J’ignorais ce côté du caractère de Montfort.
 

29 décembre 2019


Boulevard Saint-Michel, je trouve à l’étalage de Gibert Joseph pour un euro, publié par Le Tout sur le Tout, Armen de Jean-Pierre Abraham que je cherchais depuis un moment. Monté à l’étage Littérature, je prends, au prix d’occasion de quatorze euros soixante au lieu de vingt-deux cinquante, paru au Mercure de France, le Journal particulier (1935) de Paul Léautaud, qui me manquait (me suis-je aperçu dernièrement), et, pour faire bonne mesure, m’offre le premier tome du Journal de Julien Green récemment paru chez Bouquins, un exemplaire d’occasion à vingt-quatre euros au lieu de trente-deux.
-Votre code postal ? me demande le caissier à qui je règle ces achats.
Je pourrais me croire à l’Office de Tourisme.
Au bas du même boulevard, j’entre chez Gibert Jeune et en explore le rayon Correspondances et Journaux intimes. Quelques tomes de celui de Gabriel Matzneff y sont, qui vont peut-être avoir du mal à trouver preneur désormais, à moins qu’au contraire. Au même étage, je mets la main sur l’énorme Quarto consacré aux Œuvres de Georges Perros, une occasion à vingt euros quatre-vingts au lieu de trente-deux. Il est des livres que vu mon âge avancé je ne peux attendre de trouver à vil prix.
Je sais comment faire pour revenir à Saint-Lazare pédestrement. Me frayant un chemin parmi la foule des touristes internationaux, je longe les boîtes inintéressantes des bouquinistes, traverse la Seine par le pont des Arts, entre dans la cour du Louvre, contourne la Pyramide et arrive dans le jardin des Tuileries où Marcel Campion, Roi des Forains, a installé, à l’invitation du Musée, la Grande Roue qu’Anne Hidalgo, Maire, Socialiste, pensait avoir réussi à bouter hors de la ville.

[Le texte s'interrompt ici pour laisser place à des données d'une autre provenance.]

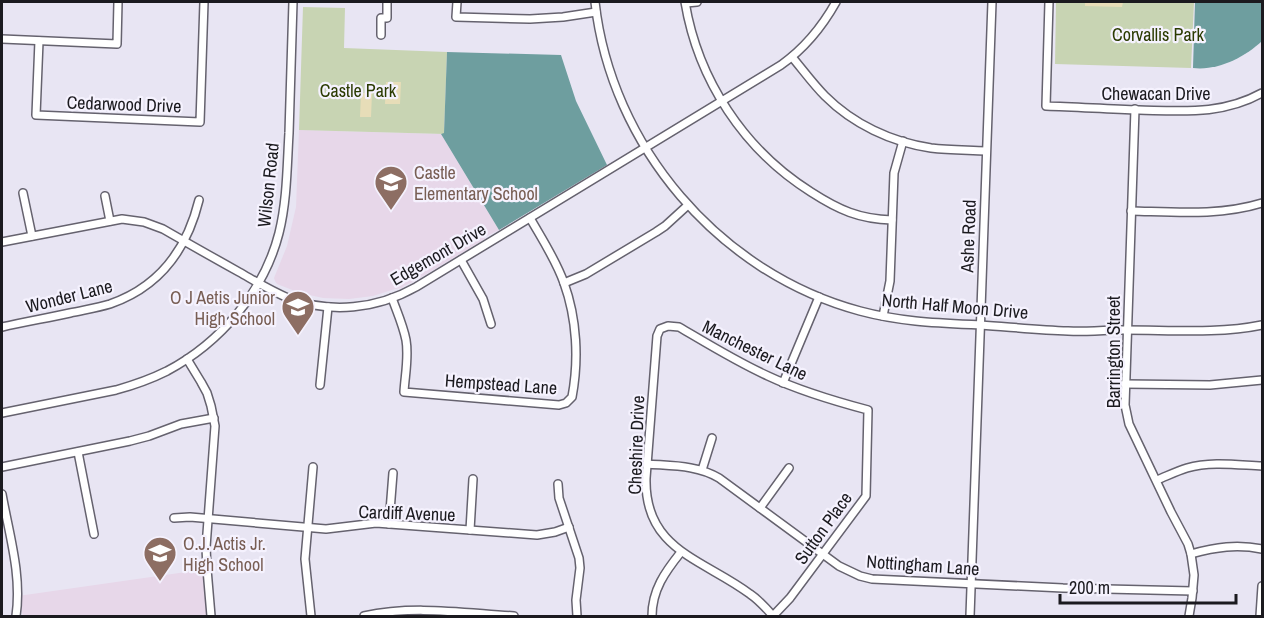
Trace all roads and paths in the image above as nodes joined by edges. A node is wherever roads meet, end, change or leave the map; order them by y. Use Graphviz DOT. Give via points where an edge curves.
graph roads {
  1 [pos="118,2"];
  2 [pos="204,2"];
  3 [pos="293,2"];
  4 [pos="387,2"];
  5 [pos="457,2"];
  6 [pos="595,2"];
  7 [pos="686,2"];
  8 [pos="697,2"];
  9 [pos="836,2"];
  10 [pos="992,2"];
  11 [pos="1049,2"];
  12 [pos="596,12"];
  13 [pos="381,35"];
  14 [pos="2,39"];
  15 [pos="39,41"];
  16 [pos="792,57"];
  17 [pos="1263,93"];
  18 [pos="722,101"];
  19 [pos="1135,109"];
  20 [pos="903,141"];
  21 [pos="645,148"];
  22 [pos="986,151"];
  23 [pos="23,193"];
  24 [pos="105,196"];
  25 [pos="200,200"];
  26 [pos="1263,203"];
  27 [pos="688,206"];
  28 [pos="1131,211"];
  29 [pos="530,218"];
  30 [pos="110,220"];
  31 [pos="892,220"];
  32 [pos="32,236"];
  33 [pos="184,241"];
  34 [pos="2,242"];
  35 [pos="461,260"];
  36 [pos="258,282"];
  37 [pos="564,283"];
  38 [pos="819,297"];
  39 [pos="392,298"];
  40 [pos="328,307"];
  41 [pos="883,316"];
  42 [pos="491,324"];
  43 [pos="980,325"];
  44 [pos="1263,325"];
  45 [pos="2,327"];
  46 [pos="664,327"];
  47 [pos="1127,330"];
  48 [pos="187,359"];
  49 [pos="1263,380"];
  50 [pos="783,383"];
  51 [pos="1125,384"];
  52 [pos="321,385"];
  53 [pos="868,410"];
  54 [pos="2,413"];
  55 [pos="214,418"];
  56 [pos="712,438"];
  57 [pos="78,452"];
  58 [pos="647,464"];
  59 [pos="1263,466"];
  60 [pos="2,467"];
  61 [pos="313,467"];
  62 [pos="789,468"];
  63 [pos="702,470"];
  64 [pos="393,473"];
  65 [pos="473,479"];
  66 [pos="1157,480"];
  67 [pos="558,484"];
  68 [pos="2,494"];
  69 [pos="760,508"];
  70 [pos="174,518"];
  71 [pos="208,519"];
  72 [pos="389,524"];
  73 [pos="569,526"];
  74 [pos="308,528"];
  75 [pos="470,530"];
  76 [pos="94,534"];
  77 [pos="1263,549"];
  78 [pos="681,552"];
  79 [pos="822,554"];
  80 [pos="1191,554"];
  81 [pos="971,584"];
  82 [pos="1263,586"];
  83 [pos="1193,591"];
  84 [pos="446,614"];
  85 [pos="16,616"];
  86 [pos="211,616"];
  87 [pos="311,616"];
  88 [pos="364,616"];
  89 [pos="512,616"];
  90 [pos="577,616"];
  91 [pos="652,616"];
  92 [pos="773,616"];
  93 [pos="970,616"];
  94 [pos="1189,616"];
  95 [pos="1260,616"];
  1 -- 15 [label="street" via="117,44"];
  2 -- 15 [label="street, Cedarwood Drive" via="200,122 36,115"];
  3 -- 36 [label="street, Wilson Road" via="284,213 275,248"];
  4 -- 13 [label="street" via="387,18 381,18"];
  5 -- 12 [label="street" via="456,17 530,20"];
  6 -- 12 [label="street, North Half Moon Drive"];
  7 -- 8 [label="street"];
  7 -- 18 [label="street" via="697,49"];
  9 -- 16 [label="street, Edgemont Drive" via="813,36"];
  10 -- 22 [label="street, Ashe Road"];
  11 -- 19 [label="street, Chewacan Drive" via="1046,106"];
  12 -- 21 [label="street, North Half Moon Drive" via="616,88"];
  14 -- 15 [label="street"];
  16 -- 18 [label="street, Edgemont Drive"];
  16 -- 20 [label="street" via="838,108 866,126"];
  17 -- 19 [label="street, Chewacan Drive" via="1236,105 1210,110"];
  18 -- 21 [label="street, Edgemont Drive"];
  18 -- 31 [label="street" via="758,148 802,186 852,213"];
  19 -- 28 [label="street, Barrington Street"];
  20 -- 22 [label="street" via="932,148"];
  20 -- 31 [label="street" via="894,173"];
  21 -- 27 [label="street, North Half Moon Drive"];
  21 -- 29 [label="street, Edgemont Drive"];
  22 -- 43 [label="street, Ashe Road"];
  23 -- 32 [label="street"];
  24 -- 30 [label="street"];
  25 -- 33 [label="street, Wonder Lane"];
  26 -- 28 [label="street" via="1215,212"];
  27 -- 37 [label="street" via="656,232"];
  27 -- 38 [label="street, North Half Moon Drive" via="751,260"];
  28 -- 47 [label="street, Barrington Street"];
  29 -- 35 [label="street, Edgemont Drive"];
  29 -- 37 [label="street, Hempstead Lane"];
  30 -- 32 [label="street, Edgemont Drive"];
  30 -- 33 [label="street, Edgemont Drive" via="144,222"];
  31 -- 41 [label="street" via="890,281"];
  32 -- 34 [label="street, Edgemont Drive"];
  33 -- 36 [label="street, Edgemont Drive"];
  33 -- 45 [label="street, Wonder Lane" via="176,255 136,292 99,307"];
  35 -- 39 [label="street, Edgemont Drive"];
  35 -- 42 [label="street" via="483,299"];
  36 -- 40 [label="street, Edgemont Drive" via="295,300"];
  36 -- 48 [label="street, Wilson Road" via="223,329"];
  37 -- 39 [label="street, Hempstead Lane" via="574,323 576,356 572,398 563,404 404,392 406,341"];
  38 -- 41 [label="street, North Half Moon Drive"];
  38 -- 50 [label="street"];
  39 -- 40 [label="street, Edgemont Drive" via="356,307"];
  40 -- 52 [label="street"];
  41 -- 43 [label="street, North Half Moon Drive"];
  43 -- 47 [label="street, North Half Moon Drive"];
  43 -- 81 [label="street, Ashe Road"];
  44 -- 47 [label="street, North Half Moon Drive" via="1215,332"];
  46 -- 50 [label="street, Manchester Lane" via="679,327"];
  46 -- 58 [label="street, Cheshire Drive" via="657,336"];
  47 -- 51 [label="street, Barrington Street"];
  48 -- 54 [label="street, Wilson Road" via="126,387"];
  48 -- 55 [label="street" via="207,393"];
  49 -- 51 [label="street" via="1210,385"];
  50 -- 53 [label="street, Manchester Lane"];
  51 -- 66 [label="street, Barrington Street" via="1129,424"];
  53 -- 79 [label="street, Sutton Place" via="866,496"];
  55 -- 57 [label="street"];
  55 -- 71 [label="street"];
  56 -- 63 [label="street"];
  57 -- 60 [label="street"];
  57 -- 76 [label="street"];
  58 -- 63 [label="street, Nottingham Lane"];
  58 -- 78 [label="street, Cheshire Drive" via="646,494 652,515 664,536"];
  59 -- 66 [label="street" via="1201,465"];
  61 -- 74 [label="street"];
  62 -- 69 [label="street"];
  63 -- 69 [label="street, Nottingham Lane"];
  64 -- 72 [label="street"];
  65 -- 75 [label="street"];
  66 -- 80 [label="street, Barrington Street"];
  67 -- 73 [label="street"];
  68 -- 85 [label="street" via="15,564"];
  69 -- 79 [label="street, Nottingham Lane"];
  70 -- 71 [label="street, Cardiff Avenue"];
  71 -- 74 [label="street, Cardiff Avenue"];
  71 -- 86 [label="street"];
  72 -- 74 [label="street, Cardiff Avenue"];
  72 -- 75 [label="street, Cardiff Avenue"];
  73 -- 75 [label="street, Cardiff Avenue" via="537,535"];
  73 -- 90 [label="street" via="580,568"];
  74 -- 87 [label="street" via="305,559"];
  77 -- 80 [label="street" via="1226,546"];
  78 -- 91 [label="street" via="657,588"];
  78 -- 92 [label="street, Cheshire Drive" via="752,595"];
  79 -- 81 [label="street, Nottingham Lane" via="849,572 872,579"];
  79 -- 92 [label="street, Sutton Place"];
  80 -- 83 [label="street, Barrington Street"];
  81 -- 83 [label="street, Nottingham Lane"];
  81 -- 93 [label="street, Ashe Road"];
  82 -- 95 [label="street"];
  83 -- 94 [label="street, Barrington Street"];
  84 -- 88 [label="street" via="409,610"];
  84 -- 89 [label="street"];
}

Elle n’est pas seule. Une véritable fête foraine s’étend jusqu’au Jeu de Paume. Cette installation à la gloire de la vulgarité est fréquentée par son lot de familles.
Arrivé à la Madeleine, je traverse avec le même ennui la vulgarité des riches qui vaut celle des pauvres. Encore un effort et c’est Saint-Lazare.
J’attends qu’il soit l’heure de mon train à La Ville d’Argentan où le prix du café est passé de deux euros vingt à deux euros quarante. Au bout d’un moment la circulation automobile est suspendue rue d’Amsterdam. Des Céhéresses prennent position devant la gare. Une manifestation de grévistes en est la cause. Je commence à m’inquiéter pour mon retour.
Heureusement, l’accès à la gare n’est pas entravé. Le Corail de dix-sept heures quarante est plus que complet. Les derniers arrivés voyagent debout sur les plateformes. Parti à l’heure, de ralentissements en arrêts inopinés, il se transforme en train de l’angoisse. Ira-t-il jusqu’à Rouen ?
Il y arrive avec vingt minutes de retard alors que tombe une sacrée drache qui me vaut d’être lessivé avant d’être à la maison. Mes livres sont heureusement protégés par plusieurs sacs en plastique puisés dans le stock que j’ai constitué avant leur interdiction.
                                                                 *
Chaque autobus parisien est plein comme un œuf. Peu des entassés paient. La plupart sont jeunes et ne prenaient jamais le bus. Depuis le début de la grève en sont exclus les habitués : ancêtres avec ou sans canne, handicapés en fauteuil, jeunes parents à poussette. Ces derniers peuvent marcher. Les autres restent bloqués dans leur quartier.